Records START

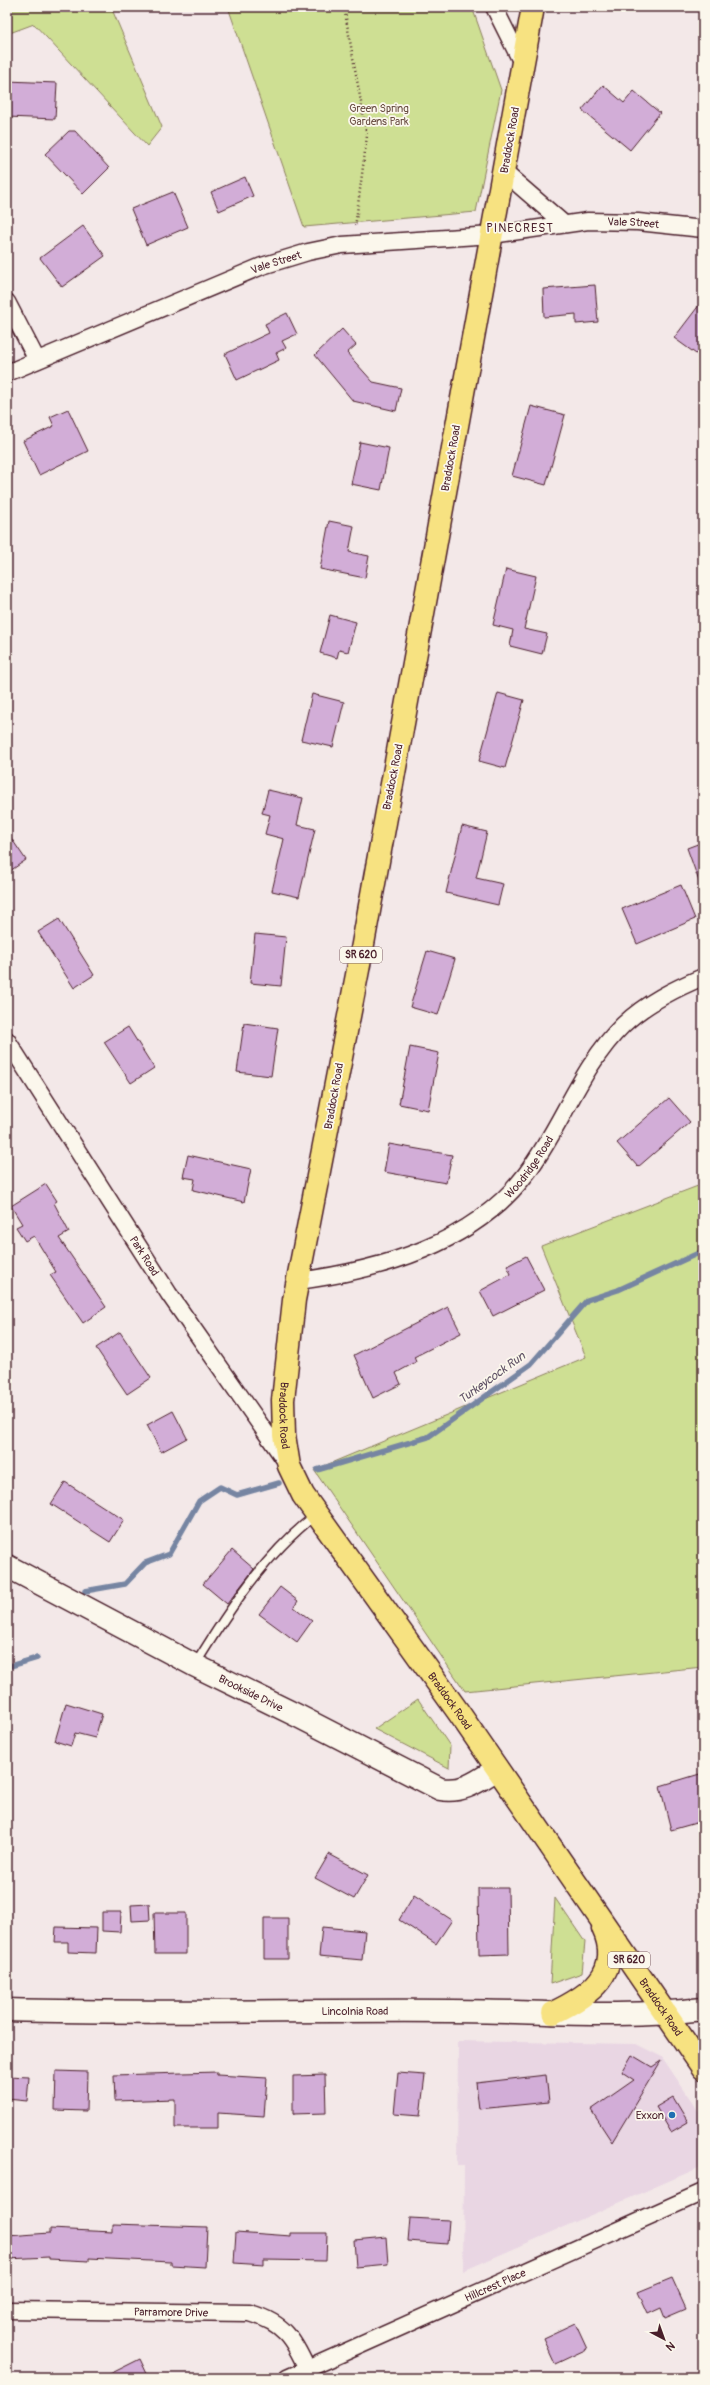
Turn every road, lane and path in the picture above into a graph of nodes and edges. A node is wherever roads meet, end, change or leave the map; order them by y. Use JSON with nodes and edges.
{"nodes":[{"id":1,"x":344,"y":7,"type":"edge"},
{"id":2,"x":494,"y":7,"type":"edge"},
{"id":3,"x":533,"y":7,"type":"edge"},
{"id":4,"x":522,"y":65,"type":"junction"},
{"id":5,"x":504,"y":172,"type":"junction"},
{"id":6,"x":564,"y":224,"type":"junction"},
{"id":7,"x":703,"y":229,"type":"edge"},
{"id":8,"x":492,"y":235,"type":"junction"},
{"id":9,"x":353,"y":244,"type":"junction"},
{"id":10,"x":7,"y":302,"type":"edge"},
{"id":11,"x":37,"y":360,"type":"junction"},
{"id":12,"x":7,"y":373,"type":"edge"},
{"id":13,"x":703,"y":977,"type":"edge"},
{"id":14,"x":7,"y":1040,"type":"edge"},
{"id":15,"x":298,"y":1281,"type":"junction"},
{"id":16,"x":289,"y":1466,"type":"junction"},
{"id":17,"x":317,"y":1514,"type":"junction"},
{"id":18,"x":7,"y":1566,"type":"edge"},
{"id":19,"x":194,"y":1665,"type":"junction"},
{"id":20,"x":497,"y":1769,"type":"junction"},
{"id":21,"x":593,"y":1906,"type":"junction"},
{"id":22,"x":703,"y":2009,"type":"edge"},
{"id":23,"x":7,"y":2010,"type":"edge"},
{"id":24,"x":553,"y":2013,"type":"junction"},
{"id":25,"x":665,"y":2014,"type":"junction"},
{"id":26,"x":703,"y":2068,"type":"edge"},
{"id":27,"x":703,"y":2192,"type":"edge"},
{"id":28,"x":7,"y":2310,"type":"edge"},
{"id":29,"x":307,"y":2369,"type":"junction"},
{"id":30,"x":287,"y":2378,"type":"edge"}],
"edges":[{"from":1,"to":9,"type":"path"},
{"from":2,"to":4,"type":"street"},
{"from":3,"to":4,"type":"main road","name":"Braddock Road","number":"SR 620"},
{"from":4,"to":5,"type":"main road","name":"Braddock Road","number":"SR 620"},
{"from":5,"to":6,"type":"street"},
{"from":5,"to":8,"type":"main road","name":"Braddock Road","number":"SR 620"},
{"from":6,"to":7,"type":"street","name":"Vale Street"},
{"from":6,"to":8,"type":"street","name":"Vale Street"},
{"from":8,"to":9,"type":"street","name":"Vale Street"},
{"from":8,"to":15,"type":"main road","name":"Braddock Road","number":"SR 620"},
{"from":9,"to":11,"type":"street","name":"Vale Street"},
{"from":10,"to":11,"type":"street"},
{"from":11,"to":12,"type":"street","name":"Vale Street"},
{"from":13,"to":15,"type":"street","name":"Woodridge Road"},
{"from":14,"to":16,"type":"street","name":"Park Road"},
{"from":15,"to":16,"type":"main road","name":"Braddock Road","number":"SR 620"},
{"from":16,"to":17,"type":"main road","name":"Braddock Road","number":"SR 620"},
{"from":17,"to":19,"type":"lane"},
{"from":17,"to":20,"type":"main road","name":"Braddock Road","number":"SR 620"},
{"from":18,"to":19,"type":"main road","name":"Brookside Drive"},
{"from":19,"to":20,"type":"main road","name":"Brookside Drive"},
{"from":20,"to":21,"type":"main road","name":"Braddock Road","number":"SR 620"},
{"from":21,"to":24,"type":"main road"},
{"from":21,"to":25,"type":"main road","name":"Braddock Road","number":"SR 620"},
{"from":22,"to":25,"type":"main road","name":"Lincolnia Road"},
{"from":23,"to":24,"type":"main road","name":"Lincolnia Road"},
{"from":24,"to":25,"type":"main road","name":"Lincolnia Road"},
{"from":25,"to":26,"type":"main road","name":"Braddock Road","number":"SR 620"},
{"from":27,"to":29,"type":"street","name":"Hillcrest Place"},
{"from":28,"to":29,"type":"street","name":"Parramore Drive"},
{"from":29,"to":30,"type":"street","name":"Hillcrest Place"}]}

Records END

**Problem**
Repeat the records above verbatim. Include none of the pictures.

**Expected output**
Turn every road, lane and path in the picture above into a graph of nodes and edges. A node is wherever roads meet, end, change or leave the map; order them by y. Use JSON with nodes and edges.
{"nodes":[{"id":1,"x":344,"y":7,"type":"edge"},
{"id":2,"x":494,"y":7,"type":"edge"},
{"id":3,"x":533,"y":7,"type":"edge"},
{"id":4,"x":522,"y":65,"type":"junction"},
{"id":5,"x":504,"y":172,"type":"junction"},
{"id":6,"x":564,"y":224,"type":"junction"},
{"id":7,"x":703,"y":229,"type":"edge"},
{"id":8,"x":492,"y":235,"type":"junction"},
{"id":9,"x":353,"y":244,"type":"junction"},
{"id":10,"x":7,"y":302,"type":"edge"},
{"id":11,"x":37,"y":360,"type":"junction"},
{"id":12,"x":7,"y":373,"type":"edge"},
{"id":13,"x":703,"y":977,"type":"edge"},
{"id":14,"x":7,"y":1040,"type":"edge"},
{"id":15,"x":298,"y":1281,"type":"junction"},
{"id":16,"x":289,"y":1466,"type":"junction"},
{"id":17,"x":317,"y":1514,"type":"junction"},
{"id":18,"x":7,"y":1566,"type":"edge"},
{"id":19,"x":194,"y":1665,"type":"junction"},
{"id":20,"x":497,"y":1769,"type":"junction"},
{"id":21,"x":593,"y":1906,"type":"junction"},
{"id":22,"x":703,"y":2009,"type":"edge"},
{"id":23,"x":7,"y":2010,"type":"edge"},
{"id":24,"x":553,"y":2013,"type":"junction"},
{"id":25,"x":665,"y":2014,"type":"junction"},
{"id":26,"x":703,"y":2068,"type":"edge"},
{"id":27,"x":703,"y":2192,"type":"edge"},
{"id":28,"x":7,"y":2310,"type":"edge"},
{"id":29,"x":307,"y":2369,"type":"junction"},
{"id":30,"x":287,"y":2378,"type":"edge"}],
"edges":[{"from":1,"to":9,"type":"path"},
{"from":2,"to":4,"type":"street"},
{"from":3,"to":4,"type":"main road","name":"Braddock Road","number":"SR 620"},
{"from":4,"to":5,"type":"main road","name":"Braddock Road","number":"SR 620"},
{"from":5,"to":6,"type":"street"},
{"from":5,"to":8,"type":"main road","name":"Braddock Road","number":"SR 620"},
{"from":6,"to":7,"type":"street","name":"Vale Street"},
{"from":6,"to":8,"type":"street","name":"Vale Street"},
{"from":8,"to":9,"type":"street","name":"Vale Street"},
{"from":8,"to":15,"type":"main road","name":"Braddock Road","number":"SR 620"},
{"from":9,"to":11,"type":"street","name":"Vale Street"},
{"from":10,"to":11,"type":"street"},
{"from":11,"to":12,"type":"street","name":"Vale Street"},
{"from":13,"to":15,"type":"street","name":"Woodridge Road"},
{"from":14,"to":16,"type":"street","name":"Park Road"},
{"from":15,"to":16,"type":"main road","name":"Braddock Road","number":"SR 620"},
{"from":16,"to":17,"type":"main road","name":"Braddock Road","number":"SR 620"},
{"from":17,"to":19,"type":"lane"},
{"from":17,"to":20,"type":"main road","name":"Braddock Road","number":"SR 620"},
{"from":18,"to":19,"type":"main road","name":"Brookside Drive"},
{"from":19,"to":20,"type":"main road","name":"Brookside Drive"},
{"from":20,"to":21,"type":"main road","name":"Braddock Road","number":"SR 620"},
{"from":21,"to":24,"type":"main road"},
{"from":21,"to":25,"type":"main road","name":"Braddock Road","number":"SR 620"},
{"from":22,"to":25,"type":"main road","name":"Lincolnia Road"},
{"from":23,"to":24,"type":"main road","name":"Lincolnia Road"},
{"from":24,"to":25,"type":"main road","name":"Lincolnia Road"},
{"from":25,"to":26,"type":"main road","name":"Braddock Road","number":"SR 620"},
{"from":27,"to":29,"type":"street","name":"Hillcrest Place"},
{"from":28,"to":29,"type":"street","name":"Parramore Drive"},
{"from":29,"to":30,"type":"street","name":"Hillcrest Place"}]}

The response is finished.